Demonstrators gather on Parliament Hill in Ottawa, March 14, during a national day of action protesting the Harper government's anti-terrorism bill.
Thousands of Canadians across the country gathered earlier this month in a national day of protest against the federal government’s proposed national security legislation.
Protestors claimed Bill C-51, the anti-terrorism bill, would give wide-ranging powers to police and security agencies and create a new criminal offence for advocating or promoting terrorism in general.
CAUT president Robin Vose joined the crowd rallied outside the Ottawa office of Prime Minister Stephen Harper during the day of action March 14, and warned the bill not only infringes on the civil liberties and freedoms of Canadians, but would also limit academic freedom and free speech on campus.
“Given the ambiguous and broad scope of the offence of advocating terrorism, academics may well be exposed to prosecution,” said Vose. “A professor leading a classroom debate about whether terrorism might be justified in some circumstances, such as in apartheid South Africa, may run into trouble.”
In a detailed review of the proposed legislation, law professors Kent Roach and Craig Forcese warn that the scope of the new criminal offence is not clear, and is broader than other crimes such as advocating genocide or willful promotion of hatred.
“We are unable to conclude … that journalists or academics could never be prosecuted under this offence,” they wrote. “This offence is at best ambiguous.
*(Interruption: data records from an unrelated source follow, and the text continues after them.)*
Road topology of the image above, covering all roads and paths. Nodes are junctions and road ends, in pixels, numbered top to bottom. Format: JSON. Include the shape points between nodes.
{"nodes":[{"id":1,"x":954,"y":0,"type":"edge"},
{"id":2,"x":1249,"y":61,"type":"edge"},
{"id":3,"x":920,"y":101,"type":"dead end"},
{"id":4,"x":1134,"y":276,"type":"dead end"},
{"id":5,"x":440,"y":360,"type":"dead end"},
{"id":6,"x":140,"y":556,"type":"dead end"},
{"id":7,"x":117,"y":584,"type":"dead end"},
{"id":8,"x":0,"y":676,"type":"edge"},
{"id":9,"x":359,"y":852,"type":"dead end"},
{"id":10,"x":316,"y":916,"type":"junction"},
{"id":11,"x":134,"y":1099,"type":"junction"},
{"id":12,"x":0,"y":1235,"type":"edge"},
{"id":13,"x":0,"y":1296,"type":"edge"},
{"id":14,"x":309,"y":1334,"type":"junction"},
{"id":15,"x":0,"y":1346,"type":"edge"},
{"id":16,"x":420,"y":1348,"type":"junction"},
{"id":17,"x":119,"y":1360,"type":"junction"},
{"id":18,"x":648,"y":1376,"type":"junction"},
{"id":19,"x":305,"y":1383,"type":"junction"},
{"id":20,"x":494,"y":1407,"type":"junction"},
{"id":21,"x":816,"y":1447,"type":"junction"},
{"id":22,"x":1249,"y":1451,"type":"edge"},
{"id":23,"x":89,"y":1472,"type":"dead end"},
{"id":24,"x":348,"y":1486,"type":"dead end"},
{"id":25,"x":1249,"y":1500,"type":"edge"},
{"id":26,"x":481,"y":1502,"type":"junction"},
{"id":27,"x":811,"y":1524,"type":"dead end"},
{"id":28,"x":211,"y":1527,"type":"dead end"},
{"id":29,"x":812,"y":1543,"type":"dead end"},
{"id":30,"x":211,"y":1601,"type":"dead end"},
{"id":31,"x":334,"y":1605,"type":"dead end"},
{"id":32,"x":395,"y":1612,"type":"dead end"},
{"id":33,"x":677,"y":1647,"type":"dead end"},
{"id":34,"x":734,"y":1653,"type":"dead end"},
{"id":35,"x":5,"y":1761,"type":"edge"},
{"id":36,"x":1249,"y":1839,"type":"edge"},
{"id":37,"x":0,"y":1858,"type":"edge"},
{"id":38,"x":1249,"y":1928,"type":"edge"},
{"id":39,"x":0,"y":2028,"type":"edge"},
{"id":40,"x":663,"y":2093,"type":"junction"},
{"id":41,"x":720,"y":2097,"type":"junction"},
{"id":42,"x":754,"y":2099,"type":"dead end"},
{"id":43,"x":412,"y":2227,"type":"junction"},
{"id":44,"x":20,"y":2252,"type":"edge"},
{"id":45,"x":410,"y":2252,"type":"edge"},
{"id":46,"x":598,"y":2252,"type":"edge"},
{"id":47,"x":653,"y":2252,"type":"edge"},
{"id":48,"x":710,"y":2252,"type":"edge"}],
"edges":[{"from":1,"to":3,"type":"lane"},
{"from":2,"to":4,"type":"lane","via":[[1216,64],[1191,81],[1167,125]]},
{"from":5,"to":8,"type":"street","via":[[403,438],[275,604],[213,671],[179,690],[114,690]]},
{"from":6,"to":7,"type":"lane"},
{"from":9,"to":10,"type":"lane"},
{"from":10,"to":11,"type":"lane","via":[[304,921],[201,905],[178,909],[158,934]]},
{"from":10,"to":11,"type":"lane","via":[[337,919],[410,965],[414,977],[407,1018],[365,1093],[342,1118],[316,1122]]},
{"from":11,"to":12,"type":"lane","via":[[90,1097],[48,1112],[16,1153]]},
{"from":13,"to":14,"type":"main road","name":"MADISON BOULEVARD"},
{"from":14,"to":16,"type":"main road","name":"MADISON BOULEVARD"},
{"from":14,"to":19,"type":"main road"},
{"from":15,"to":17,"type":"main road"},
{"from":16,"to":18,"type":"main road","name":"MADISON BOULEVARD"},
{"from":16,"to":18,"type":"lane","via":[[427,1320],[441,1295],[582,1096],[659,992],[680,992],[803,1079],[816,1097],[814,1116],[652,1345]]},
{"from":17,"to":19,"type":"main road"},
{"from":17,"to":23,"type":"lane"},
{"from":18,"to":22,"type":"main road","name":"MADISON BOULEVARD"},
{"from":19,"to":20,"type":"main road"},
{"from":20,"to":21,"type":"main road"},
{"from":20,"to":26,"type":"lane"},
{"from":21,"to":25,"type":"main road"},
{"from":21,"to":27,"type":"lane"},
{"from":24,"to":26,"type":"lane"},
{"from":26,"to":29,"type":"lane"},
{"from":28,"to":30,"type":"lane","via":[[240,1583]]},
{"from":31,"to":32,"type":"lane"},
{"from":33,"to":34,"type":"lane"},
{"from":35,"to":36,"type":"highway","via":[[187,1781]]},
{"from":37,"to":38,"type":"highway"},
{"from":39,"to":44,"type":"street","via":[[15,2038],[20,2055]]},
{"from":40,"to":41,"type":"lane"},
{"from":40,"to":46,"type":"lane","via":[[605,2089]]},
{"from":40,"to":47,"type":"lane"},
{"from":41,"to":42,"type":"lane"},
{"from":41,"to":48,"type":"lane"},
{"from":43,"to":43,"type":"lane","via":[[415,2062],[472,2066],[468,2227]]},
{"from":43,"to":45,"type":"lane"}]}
And we have serious doubts whether it is consistent with the Charter.”
The law professors also note there is “no public interest or educational defences” against the new offence as there is for hate speech laws.
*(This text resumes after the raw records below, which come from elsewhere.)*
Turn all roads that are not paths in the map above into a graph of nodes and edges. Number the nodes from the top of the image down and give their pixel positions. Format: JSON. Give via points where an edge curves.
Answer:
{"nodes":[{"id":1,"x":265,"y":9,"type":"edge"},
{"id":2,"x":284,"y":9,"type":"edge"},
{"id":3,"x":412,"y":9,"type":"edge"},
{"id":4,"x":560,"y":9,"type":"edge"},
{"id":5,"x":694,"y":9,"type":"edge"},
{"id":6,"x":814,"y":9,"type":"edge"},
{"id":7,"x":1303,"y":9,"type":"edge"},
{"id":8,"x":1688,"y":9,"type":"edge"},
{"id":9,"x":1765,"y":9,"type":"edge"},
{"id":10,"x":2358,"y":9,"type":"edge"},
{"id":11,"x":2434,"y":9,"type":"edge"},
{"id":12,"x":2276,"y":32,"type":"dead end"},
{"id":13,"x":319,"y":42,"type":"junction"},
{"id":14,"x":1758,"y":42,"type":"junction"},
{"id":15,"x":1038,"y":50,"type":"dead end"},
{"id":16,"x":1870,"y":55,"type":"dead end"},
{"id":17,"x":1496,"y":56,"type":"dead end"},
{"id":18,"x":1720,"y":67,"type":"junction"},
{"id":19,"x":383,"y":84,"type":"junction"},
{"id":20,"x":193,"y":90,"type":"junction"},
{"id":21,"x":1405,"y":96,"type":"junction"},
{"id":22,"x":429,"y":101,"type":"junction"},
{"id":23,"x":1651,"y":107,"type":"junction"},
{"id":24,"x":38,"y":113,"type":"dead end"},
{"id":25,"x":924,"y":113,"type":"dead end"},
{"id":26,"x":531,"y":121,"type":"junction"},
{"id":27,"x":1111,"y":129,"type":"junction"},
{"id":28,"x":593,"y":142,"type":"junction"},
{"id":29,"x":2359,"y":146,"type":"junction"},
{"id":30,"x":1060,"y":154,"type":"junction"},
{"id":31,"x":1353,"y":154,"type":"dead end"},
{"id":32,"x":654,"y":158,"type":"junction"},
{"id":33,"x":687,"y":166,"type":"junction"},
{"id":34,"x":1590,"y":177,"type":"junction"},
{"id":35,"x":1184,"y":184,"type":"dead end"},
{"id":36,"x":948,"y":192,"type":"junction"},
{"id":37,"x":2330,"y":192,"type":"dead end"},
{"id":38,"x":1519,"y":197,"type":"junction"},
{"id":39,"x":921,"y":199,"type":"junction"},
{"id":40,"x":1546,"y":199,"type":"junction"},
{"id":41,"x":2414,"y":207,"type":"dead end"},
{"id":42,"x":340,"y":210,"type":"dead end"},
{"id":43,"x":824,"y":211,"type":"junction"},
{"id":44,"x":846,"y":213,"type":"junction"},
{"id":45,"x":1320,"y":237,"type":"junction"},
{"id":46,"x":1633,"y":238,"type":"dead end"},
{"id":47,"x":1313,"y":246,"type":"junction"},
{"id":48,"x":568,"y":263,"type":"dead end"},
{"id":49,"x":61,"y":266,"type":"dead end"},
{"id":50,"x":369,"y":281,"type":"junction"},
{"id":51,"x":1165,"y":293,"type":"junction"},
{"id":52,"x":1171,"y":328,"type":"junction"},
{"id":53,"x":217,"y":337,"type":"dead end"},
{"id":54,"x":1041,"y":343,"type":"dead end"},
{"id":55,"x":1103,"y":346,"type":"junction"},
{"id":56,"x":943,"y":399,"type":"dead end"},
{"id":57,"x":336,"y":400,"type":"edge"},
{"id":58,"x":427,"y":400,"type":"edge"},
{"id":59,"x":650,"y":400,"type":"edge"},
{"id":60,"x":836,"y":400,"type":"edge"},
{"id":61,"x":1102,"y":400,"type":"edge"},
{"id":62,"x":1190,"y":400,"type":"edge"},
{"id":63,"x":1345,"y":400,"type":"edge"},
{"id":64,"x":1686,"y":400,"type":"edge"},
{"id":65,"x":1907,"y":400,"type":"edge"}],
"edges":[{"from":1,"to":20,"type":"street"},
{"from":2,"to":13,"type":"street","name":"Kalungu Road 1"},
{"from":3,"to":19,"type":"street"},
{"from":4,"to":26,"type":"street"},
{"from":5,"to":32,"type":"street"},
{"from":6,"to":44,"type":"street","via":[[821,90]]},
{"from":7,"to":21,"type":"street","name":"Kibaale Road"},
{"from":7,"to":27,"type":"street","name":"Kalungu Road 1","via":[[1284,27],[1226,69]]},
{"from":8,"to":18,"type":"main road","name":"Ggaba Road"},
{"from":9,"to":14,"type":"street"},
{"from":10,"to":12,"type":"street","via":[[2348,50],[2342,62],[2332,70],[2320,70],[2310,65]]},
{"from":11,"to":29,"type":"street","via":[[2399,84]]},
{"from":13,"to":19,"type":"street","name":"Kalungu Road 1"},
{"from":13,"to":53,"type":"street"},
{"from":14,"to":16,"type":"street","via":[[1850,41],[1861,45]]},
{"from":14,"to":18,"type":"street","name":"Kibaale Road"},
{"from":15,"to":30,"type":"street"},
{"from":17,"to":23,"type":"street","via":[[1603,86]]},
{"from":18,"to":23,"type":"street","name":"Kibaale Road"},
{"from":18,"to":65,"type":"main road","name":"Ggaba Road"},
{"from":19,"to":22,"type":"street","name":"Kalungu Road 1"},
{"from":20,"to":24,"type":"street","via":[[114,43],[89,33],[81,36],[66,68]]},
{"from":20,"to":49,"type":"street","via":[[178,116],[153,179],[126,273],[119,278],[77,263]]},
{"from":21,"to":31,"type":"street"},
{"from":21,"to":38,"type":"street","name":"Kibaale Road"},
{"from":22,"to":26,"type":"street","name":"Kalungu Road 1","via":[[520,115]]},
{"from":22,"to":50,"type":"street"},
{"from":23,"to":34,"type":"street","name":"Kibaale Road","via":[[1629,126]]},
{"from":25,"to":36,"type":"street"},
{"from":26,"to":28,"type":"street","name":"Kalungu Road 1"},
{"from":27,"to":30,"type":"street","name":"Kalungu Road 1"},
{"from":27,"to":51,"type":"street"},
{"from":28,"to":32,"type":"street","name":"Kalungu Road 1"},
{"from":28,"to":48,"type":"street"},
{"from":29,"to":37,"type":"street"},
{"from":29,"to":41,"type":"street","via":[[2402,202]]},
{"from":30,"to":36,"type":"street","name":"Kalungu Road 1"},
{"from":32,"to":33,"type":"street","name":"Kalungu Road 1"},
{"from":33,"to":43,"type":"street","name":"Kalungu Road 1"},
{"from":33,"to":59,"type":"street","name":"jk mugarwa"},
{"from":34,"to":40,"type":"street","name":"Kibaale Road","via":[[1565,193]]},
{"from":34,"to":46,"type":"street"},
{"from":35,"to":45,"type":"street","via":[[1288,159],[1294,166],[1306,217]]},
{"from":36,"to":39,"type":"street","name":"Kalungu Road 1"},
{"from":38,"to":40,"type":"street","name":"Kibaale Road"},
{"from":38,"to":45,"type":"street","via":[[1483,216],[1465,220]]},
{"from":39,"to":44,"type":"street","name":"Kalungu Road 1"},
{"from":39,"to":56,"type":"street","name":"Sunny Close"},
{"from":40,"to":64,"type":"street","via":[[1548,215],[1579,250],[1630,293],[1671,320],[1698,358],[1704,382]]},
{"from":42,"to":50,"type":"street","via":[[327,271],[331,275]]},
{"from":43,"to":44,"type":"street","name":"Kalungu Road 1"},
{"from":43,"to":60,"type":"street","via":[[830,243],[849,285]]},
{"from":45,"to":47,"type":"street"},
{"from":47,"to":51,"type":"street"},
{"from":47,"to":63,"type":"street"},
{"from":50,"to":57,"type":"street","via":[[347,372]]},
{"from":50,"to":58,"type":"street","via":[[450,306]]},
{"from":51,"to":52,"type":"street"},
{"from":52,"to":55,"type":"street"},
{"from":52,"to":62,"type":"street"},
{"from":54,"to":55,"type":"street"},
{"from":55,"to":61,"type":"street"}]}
“In essence, this means that academics could not claim as a defence that any expressions they make that violate the offence had a legitimate educational purpose,” said CAUT executive director David Robinson.
Additionally, Robinson says Bill C-51 significantly expands security agencies’ power to share information without proper oversight.
“Professors studying controversial topics could be subjected to surveillance and sharing of personal information between government agencies without their knowledge,” Robinson said. “There is a real concern that this broad and unaccountable information sharing will have a chilling effect on academic freedom and other forms of expression.”
The federal Privacy Commissioner, Daniel Therrien, has criticized the bill for giving as many as 17 federal departments and agencies access to every piece of information that any department might have on individual Canadians.
The Conservative Party used its majority on the House of Commons public safety committee to block Therrien from appearing before the committee’s public hearings on Bill C-51.
Other critics have expressed grave concerns that C-51 effectively gives security institutions like the Canadian Security Intelligence Service expanded mandates, including the possibility to proactively disrupt undefined “threats to the security of Canada.”
“In C-51 we are faced with a set of brand new and significantly revised national security laws that could undermine human rights more insidiously than at any time since the October 1970 invocation of the War Measures Act,” warned Alex Neve, secretary general of Amnesty International Canada. “Allowing secretive human rights violations while fighting terrorism adds up to a heap of injustice.”
CAUT’s Vose added it’s disappointing the government has failed to learn lessons from the past of national security-linked human rights violations.
“We’ve had two judicial inquiries that have exposed Canada’s complicity in the torture of Maher Arar, Abdullah Almalki, Ahmad Abou-Elmaati and Muayyed Nureddin,” he said. “National security powers must always be accompanied by clear rules, meaningful safeguards and effective oversight mechanisms to avoid the harms to civil liberties. Those safeguards and oversight are absent in Bill C-51.”